Task directions ▸ Count the lines below that hold the string "bridge". Give only that number.

# # # # # # #

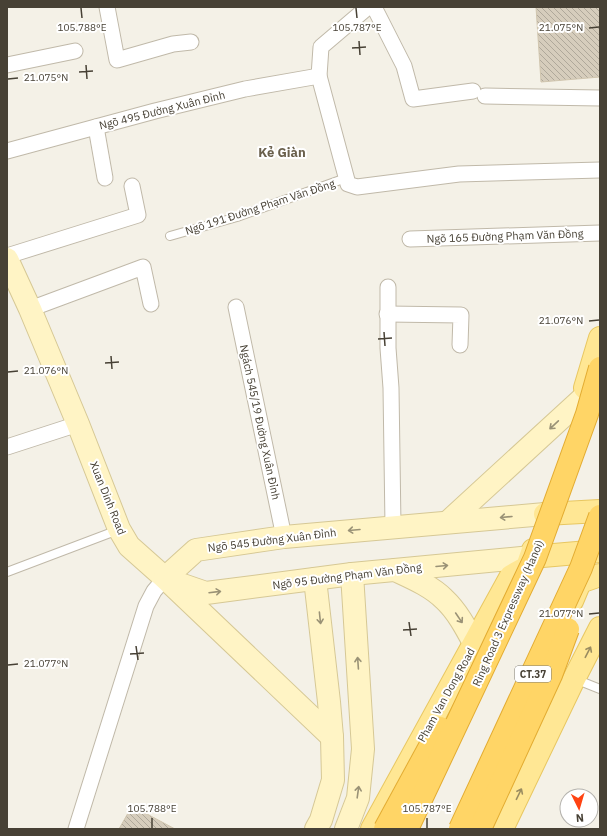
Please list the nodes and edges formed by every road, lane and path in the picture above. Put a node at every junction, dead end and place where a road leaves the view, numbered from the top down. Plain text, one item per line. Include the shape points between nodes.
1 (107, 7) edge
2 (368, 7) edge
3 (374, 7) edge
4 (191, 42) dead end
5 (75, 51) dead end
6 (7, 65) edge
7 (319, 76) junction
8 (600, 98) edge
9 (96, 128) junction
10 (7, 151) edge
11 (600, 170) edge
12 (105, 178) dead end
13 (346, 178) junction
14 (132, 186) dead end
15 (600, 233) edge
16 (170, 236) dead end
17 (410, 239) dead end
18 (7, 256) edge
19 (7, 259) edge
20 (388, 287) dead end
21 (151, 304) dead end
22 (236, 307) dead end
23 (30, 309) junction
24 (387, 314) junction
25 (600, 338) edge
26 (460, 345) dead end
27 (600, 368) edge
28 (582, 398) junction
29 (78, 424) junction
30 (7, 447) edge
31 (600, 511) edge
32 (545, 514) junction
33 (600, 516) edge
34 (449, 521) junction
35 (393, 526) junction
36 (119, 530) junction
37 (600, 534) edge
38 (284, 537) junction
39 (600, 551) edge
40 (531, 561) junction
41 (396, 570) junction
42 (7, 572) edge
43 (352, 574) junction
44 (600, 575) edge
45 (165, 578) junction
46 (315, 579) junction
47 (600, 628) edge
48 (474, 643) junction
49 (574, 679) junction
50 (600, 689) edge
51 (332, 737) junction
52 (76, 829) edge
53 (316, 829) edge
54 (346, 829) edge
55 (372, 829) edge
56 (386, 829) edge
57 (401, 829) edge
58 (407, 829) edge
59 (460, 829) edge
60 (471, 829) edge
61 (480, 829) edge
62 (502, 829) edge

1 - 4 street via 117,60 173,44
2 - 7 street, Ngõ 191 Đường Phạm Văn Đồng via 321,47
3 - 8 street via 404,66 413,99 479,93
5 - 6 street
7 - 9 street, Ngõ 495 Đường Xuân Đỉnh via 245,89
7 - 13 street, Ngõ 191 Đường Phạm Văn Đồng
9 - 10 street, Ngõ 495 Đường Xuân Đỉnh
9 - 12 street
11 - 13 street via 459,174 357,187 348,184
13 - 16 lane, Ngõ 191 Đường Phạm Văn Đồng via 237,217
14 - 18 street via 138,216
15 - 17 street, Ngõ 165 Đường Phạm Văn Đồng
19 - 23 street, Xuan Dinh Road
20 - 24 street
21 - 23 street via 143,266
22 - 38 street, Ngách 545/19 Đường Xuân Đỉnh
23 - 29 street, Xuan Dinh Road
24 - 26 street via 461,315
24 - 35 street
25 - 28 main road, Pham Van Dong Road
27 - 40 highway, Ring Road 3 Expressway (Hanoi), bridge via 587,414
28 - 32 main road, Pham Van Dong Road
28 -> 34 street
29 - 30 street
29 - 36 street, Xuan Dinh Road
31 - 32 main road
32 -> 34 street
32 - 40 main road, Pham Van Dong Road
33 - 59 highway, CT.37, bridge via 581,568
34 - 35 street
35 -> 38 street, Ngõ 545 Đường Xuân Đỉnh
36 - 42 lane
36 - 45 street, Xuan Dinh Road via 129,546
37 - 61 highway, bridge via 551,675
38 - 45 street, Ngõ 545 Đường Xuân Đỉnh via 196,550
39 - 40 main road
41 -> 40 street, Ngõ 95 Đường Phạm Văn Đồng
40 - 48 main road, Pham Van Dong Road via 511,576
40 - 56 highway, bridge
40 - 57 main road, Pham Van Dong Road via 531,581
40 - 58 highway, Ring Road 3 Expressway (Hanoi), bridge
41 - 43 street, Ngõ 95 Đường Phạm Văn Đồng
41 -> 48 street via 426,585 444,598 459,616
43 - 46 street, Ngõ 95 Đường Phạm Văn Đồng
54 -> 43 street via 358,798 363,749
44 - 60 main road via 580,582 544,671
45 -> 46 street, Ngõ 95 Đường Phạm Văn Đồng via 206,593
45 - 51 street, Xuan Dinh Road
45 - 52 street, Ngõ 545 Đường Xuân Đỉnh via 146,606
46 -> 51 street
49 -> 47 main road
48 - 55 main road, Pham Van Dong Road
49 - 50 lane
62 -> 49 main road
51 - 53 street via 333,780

# # # # # # #

Task output ▸ 5